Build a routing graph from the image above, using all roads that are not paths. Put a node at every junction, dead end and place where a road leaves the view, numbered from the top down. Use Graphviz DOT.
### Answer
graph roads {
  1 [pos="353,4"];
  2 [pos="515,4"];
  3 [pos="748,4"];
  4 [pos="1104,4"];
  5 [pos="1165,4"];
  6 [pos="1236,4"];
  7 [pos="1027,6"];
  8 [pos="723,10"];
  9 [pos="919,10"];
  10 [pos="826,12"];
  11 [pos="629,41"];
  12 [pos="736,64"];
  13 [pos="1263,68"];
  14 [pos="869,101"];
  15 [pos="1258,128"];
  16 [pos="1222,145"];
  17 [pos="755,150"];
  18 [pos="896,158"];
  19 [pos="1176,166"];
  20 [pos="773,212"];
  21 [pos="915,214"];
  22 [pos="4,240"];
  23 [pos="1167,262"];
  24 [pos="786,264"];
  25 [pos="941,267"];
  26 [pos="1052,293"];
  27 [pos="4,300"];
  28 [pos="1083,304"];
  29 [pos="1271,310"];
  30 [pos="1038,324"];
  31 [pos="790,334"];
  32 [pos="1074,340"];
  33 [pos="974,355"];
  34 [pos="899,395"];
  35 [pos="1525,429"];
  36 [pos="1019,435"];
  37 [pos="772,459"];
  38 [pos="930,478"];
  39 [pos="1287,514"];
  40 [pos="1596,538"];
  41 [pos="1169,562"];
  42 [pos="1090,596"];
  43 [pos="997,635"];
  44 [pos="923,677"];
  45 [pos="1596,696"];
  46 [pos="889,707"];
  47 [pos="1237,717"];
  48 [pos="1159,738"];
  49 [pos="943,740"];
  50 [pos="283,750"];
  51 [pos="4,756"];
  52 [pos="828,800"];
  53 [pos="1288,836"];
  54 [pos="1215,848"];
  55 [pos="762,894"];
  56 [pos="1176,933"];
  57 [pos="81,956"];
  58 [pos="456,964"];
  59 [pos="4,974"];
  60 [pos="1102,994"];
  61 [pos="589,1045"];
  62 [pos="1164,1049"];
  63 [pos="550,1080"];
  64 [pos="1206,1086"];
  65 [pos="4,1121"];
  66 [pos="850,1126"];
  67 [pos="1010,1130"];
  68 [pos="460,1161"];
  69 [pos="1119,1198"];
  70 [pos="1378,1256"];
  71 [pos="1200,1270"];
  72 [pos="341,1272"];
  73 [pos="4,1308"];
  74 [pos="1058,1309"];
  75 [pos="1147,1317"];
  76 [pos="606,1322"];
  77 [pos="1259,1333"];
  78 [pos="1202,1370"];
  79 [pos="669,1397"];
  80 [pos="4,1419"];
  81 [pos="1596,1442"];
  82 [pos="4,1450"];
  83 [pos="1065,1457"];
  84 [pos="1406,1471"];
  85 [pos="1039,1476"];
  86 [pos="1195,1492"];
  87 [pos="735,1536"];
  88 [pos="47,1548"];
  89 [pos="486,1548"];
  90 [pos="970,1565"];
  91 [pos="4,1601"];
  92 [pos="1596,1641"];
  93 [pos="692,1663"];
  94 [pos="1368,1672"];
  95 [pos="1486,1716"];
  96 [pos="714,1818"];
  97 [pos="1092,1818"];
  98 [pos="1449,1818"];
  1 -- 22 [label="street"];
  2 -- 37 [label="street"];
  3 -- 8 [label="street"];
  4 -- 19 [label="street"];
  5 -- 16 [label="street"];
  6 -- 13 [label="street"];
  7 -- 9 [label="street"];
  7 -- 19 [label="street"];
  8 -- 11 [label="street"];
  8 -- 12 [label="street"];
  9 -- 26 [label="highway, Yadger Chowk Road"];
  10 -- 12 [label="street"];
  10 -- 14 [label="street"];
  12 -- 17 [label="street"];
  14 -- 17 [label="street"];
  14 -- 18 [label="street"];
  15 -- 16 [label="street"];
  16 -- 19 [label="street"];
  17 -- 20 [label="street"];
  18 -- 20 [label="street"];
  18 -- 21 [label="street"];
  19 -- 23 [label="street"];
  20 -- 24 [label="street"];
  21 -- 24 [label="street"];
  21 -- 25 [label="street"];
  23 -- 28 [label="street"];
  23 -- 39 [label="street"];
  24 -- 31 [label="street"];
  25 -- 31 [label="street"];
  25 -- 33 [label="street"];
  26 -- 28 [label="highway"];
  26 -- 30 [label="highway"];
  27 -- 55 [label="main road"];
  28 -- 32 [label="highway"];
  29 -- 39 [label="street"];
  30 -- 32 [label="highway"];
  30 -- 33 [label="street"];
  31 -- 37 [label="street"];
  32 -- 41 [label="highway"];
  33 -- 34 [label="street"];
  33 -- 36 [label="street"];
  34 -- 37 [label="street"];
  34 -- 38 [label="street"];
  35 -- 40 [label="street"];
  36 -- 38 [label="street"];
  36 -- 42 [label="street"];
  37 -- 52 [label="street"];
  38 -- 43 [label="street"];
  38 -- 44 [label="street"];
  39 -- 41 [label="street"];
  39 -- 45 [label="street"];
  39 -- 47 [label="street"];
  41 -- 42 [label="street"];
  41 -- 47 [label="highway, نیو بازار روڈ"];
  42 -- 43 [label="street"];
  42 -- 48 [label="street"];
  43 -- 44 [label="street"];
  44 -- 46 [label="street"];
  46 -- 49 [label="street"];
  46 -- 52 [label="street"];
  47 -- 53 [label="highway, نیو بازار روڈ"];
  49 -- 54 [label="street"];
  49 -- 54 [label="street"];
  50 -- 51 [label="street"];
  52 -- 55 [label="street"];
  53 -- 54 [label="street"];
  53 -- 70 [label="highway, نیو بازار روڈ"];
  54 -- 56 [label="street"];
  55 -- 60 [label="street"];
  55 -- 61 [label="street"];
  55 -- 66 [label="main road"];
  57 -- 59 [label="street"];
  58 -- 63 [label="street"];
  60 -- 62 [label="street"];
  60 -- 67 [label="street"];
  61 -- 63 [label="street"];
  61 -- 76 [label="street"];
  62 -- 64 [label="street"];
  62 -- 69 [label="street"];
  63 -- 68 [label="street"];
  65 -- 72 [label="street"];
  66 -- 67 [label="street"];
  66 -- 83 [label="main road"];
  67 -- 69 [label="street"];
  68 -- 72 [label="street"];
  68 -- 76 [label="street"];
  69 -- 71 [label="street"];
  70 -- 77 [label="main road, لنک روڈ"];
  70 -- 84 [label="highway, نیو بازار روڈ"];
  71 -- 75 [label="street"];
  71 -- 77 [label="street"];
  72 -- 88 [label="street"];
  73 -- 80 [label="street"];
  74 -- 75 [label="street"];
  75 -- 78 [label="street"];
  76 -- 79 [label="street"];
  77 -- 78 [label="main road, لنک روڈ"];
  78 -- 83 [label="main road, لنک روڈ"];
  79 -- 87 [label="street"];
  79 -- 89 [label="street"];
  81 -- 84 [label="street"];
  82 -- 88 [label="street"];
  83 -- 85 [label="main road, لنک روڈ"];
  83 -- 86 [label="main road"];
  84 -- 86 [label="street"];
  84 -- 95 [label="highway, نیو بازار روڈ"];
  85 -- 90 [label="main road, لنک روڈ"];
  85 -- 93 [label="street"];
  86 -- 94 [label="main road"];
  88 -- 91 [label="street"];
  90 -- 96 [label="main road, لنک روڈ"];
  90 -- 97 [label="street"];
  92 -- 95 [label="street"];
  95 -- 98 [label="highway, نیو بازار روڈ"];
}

● ● ● ●

• _WHAT THE TASK REQUIRES_: The records must be given again in full, exactly as shown.

• _YOUR RESPONSE_:
Build a routing graph from the image above, using all roads that are not paths. Put a node at every junction, dead end and place where a road leaves the view, numbered from the top down. Use Graphviz DOT.
### Answer
graph roads {
  1 [pos="353,4"];
  2 [pos="515,4"];
  3 [pos="748,4"];
  4 [pos="1104,4"];
  5 [pos="1165,4"];
  6 [pos="1236,4"];
  7 [pos="1027,6"];
  8 [pos="723,10"];
  9 [pos="919,10"];
  10 [pos="826,12"];
  11 [pos="629,41"];
  12 [pos="736,64"];
  13 [pos="1263,68"];
  14 [pos="869,101"];
  15 [pos="1258,128"];
  16 [pos="1222,145"];
  17 [pos="755,150"];
  18 [pos="896,158"];
  19 [pos="1176,166"];
  20 [pos="773,212"];
  21 [pos="915,214"];
  22 [pos="4,240"];
  23 [pos="1167,262"];
  24 [pos="786,264"];
  25 [pos="941,267"];
  26 [pos="1052,293"];
  27 [pos="4,300"];
  28 [pos="1083,304"];
  29 [pos="1271,310"];
  30 [pos="1038,324"];
  31 [pos="790,334"];
  32 [pos="1074,340"];
  33 [pos="974,355"];
  34 [pos="899,395"];
  35 [pos="1525,429"];
  36 [pos="1019,435"];
  37 [pos="772,459"];
  38 [pos="930,478"];
  39 [pos="1287,514"];
  40 [pos="1596,538"];
  41 [pos="1169,562"];
  42 [pos="1090,596"];
  43 [pos="997,635"];
  44 [pos="923,677"];
  45 [pos="1596,696"];
  46 [pos="889,707"];
  47 [pos="1237,717"];
  48 [pos="1159,738"];
  49 [pos="943,740"];
  50 [pos="283,750"];
  51 [pos="4,756"];
  52 [pos="828,800"];
  53 [pos="1288,836"];
  54 [pos="1215,848"];
  55 [pos="762,894"];
  56 [pos="1176,933"];
  57 [pos="81,956"];
  58 [pos="456,964"];
  59 [pos="4,974"];
  60 [pos="1102,994"];
  61 [pos="589,1045"];
  62 [pos="1164,1049"];
  63 [pos="550,1080"];
  64 [pos="1206,1086"];
  65 [pos="4,1121"];
  66 [pos="850,1126"];
  67 [pos="1010,1130"];
  68 [pos="460,1161"];
  69 [pos="1119,1198"];
  70 [pos="1378,1256"];
  71 [pos="1200,1270"];
  72 [pos="341,1272"];
  73 [pos="4,1308"];
  74 [pos="1058,1309"];
  75 [pos="1147,1317"];
  76 [pos="606,1322"];
  77 [pos="1259,1333"];
  78 [pos="1202,1370"];
  79 [pos="669,1397"];
  80 [pos="4,1419"];
  81 [pos="1596,1442"];
  82 [pos="4,1450"];
  83 [pos="1065,1457"];
  84 [pos="1406,1471"];
  85 [pos="1039,1476"];
  86 [pos="1195,1492"];
  87 [pos="735,1536"];
  88 [pos="47,1548"];
  89 [pos="486,1548"];
  90 [pos="970,1565"];
  91 [pos="4,1601"];
  92 [pos="1596,1641"];
  93 [pos="692,1663"];
  94 [pos="1368,1672"];
  95 [pos="1486,1716"];
  96 [pos="714,1818"];
  97 [pos="1092,1818"];
  98 [pos="1449,1818"];
  1 -- 22 [label="street"];
  2 -- 37 [label="street"];
  3 -- 8 [label="street"];
  4 -- 19 [label="street"];
  5 -- 16 [label="street"];
  6 -- 13 [label="street"];
  7 -- 9 [label="street"];
  7 -- 19 [label="street"];
  8 -- 11 [label="street"];
  8 -- 12 [label="street"];
  9 -- 26 [label="highway, Yadger Chowk Road"];
  10 -- 12 [label="street"];
  10 -- 14 [label="street"];
  12 -- 17 [label="street"];
  14 -- 17 [label="street"];
  14 -- 18 [label="street"];
  15 -- 16 [label="street"];
  16 -- 19 [label="street"];
  17 -- 20 [label="street"];
  18 -- 20 [label="street"];
  18 -- 21 [label="street"];
  19 -- 23 [label="street"];
  20 -- 24 [label="street"];
  21 -- 24 [label="street"];
  21 -- 25 [label="street"];
  23 -- 28 [label="street"];
  23 -- 39 [label="street"];
  24 -- 31 [label="street"];
  25 -- 31 [label="street"];
  25 -- 33 [label="street"];
  26 -- 28 [label="highway"];
  26 -- 30 [label="highway"];
  27 -- 55 [label="main road"];
  28 -- 32 [label="highway"];
  29 -- 39 [label="street"];
  30 -- 32 [label="highway"];
  30 -- 33 [label="street"];
  31 -- 37 [label="street"];
  32 -- 41 [label="highway"];
  33 -- 34 [label="street"];
  33 -- 36 [label="street"];
  34 -- 37 [label="street"];
  34 -- 38 [label="street"];
  35 -- 40 [label="street"];
  36 -- 38 [label="street"];
  36 -- 42 [label="street"];
  37 -- 52 [label="street"];
  38 -- 43 [label="street"];
  38 -- 44 [label="street"];
  39 -- 41 [label="street"];
  39 -- 45 [label="street"];
  39 -- 47 [label="street"];
  41 -- 42 [label="street"];
  41 -- 47 [label="highway, نیو بازار روڈ"];
  42 -- 43 [label="street"];
  42 -- 48 [label="street"];
  43 -- 44 [label="street"];
  44 -- 46 [label="street"];
  46 -- 49 [label="street"];
  46 -- 52 [label="street"];
  47 -- 53 [label="highway, نیو بازار روڈ"];
  49 -- 54 [label="street"];
  49 -- 54 [label="street"];
  50 -- 51 [label="street"];
  52 -- 55 [label="street"];
  53 -- 54 [label="street"];
  53 -- 70 [label="highway, نیو بازار روڈ"];
  54 -- 56 [label="street"];
  55 -- 60 [label="street"];
  55 -- 61 [label="street"];
  55 -- 66 [label="main road"];
  57 -- 59 [label="street"];
  58 -- 63 [label="street"];
  60 -- 62 [label="street"];
  60 -- 67 [label="street"];
  61 -- 63 [label="street"];
  61 -- 76 [label="street"];
  62 -- 64 [label="street"];
  62 -- 69 [label="street"];
  63 -- 68 [label="street"];
  65 -- 72 [label="street"];
  66 -- 67 [label="street"];
  66 -- 83 [label="main road"];
  67 -- 69 [label="street"];
  68 -- 72 [label="street"];
  68 -- 76 [label="street"];
  69 -- 71 [label="street"];
  70 -- 77 [label="main road, لنک روڈ"];
  70 -- 84 [label="highway, نیو بازار روڈ"];
  71 -- 75 [label="street"];
  71 -- 77 [label="street"];
  72 -- 88 [label="street"];
  73 -- 80 [label="street"];
  74 -- 75 [label="street"];
  75 -- 78 [label="street"];
  76 -- 79 [label="street"];
  77 -- 78 [label="main road, لنک روڈ"];
  78 -- 83 [label="main road, لنک روڈ"];
  79 -- 87 [label="street"];
  79 -- 89 [label="street"];
  81 -- 84 [label="street"];
  82 -- 88 [label="street"];
  83 -- 85 [label="main road, لنک روڈ"];
  83 -- 86 [label="main road"];
  84 -- 86 [label="street"];
  84 -- 95 [label="highway, نیو بازار روڈ"];
  85 -- 90 [label="main road, لنک روڈ"];
  85 -- 93 [label="street"];
  86 -- 94 [label="main road"];
  88 -- 91 [label="street"];
  90 -- 96 [label="main road, لنک روڈ"];
  90 -- 97 [label="street"];
  92 -- 95 [label="street"];
  95 -- 98 [label="highway, نیو بازار روڈ"];
}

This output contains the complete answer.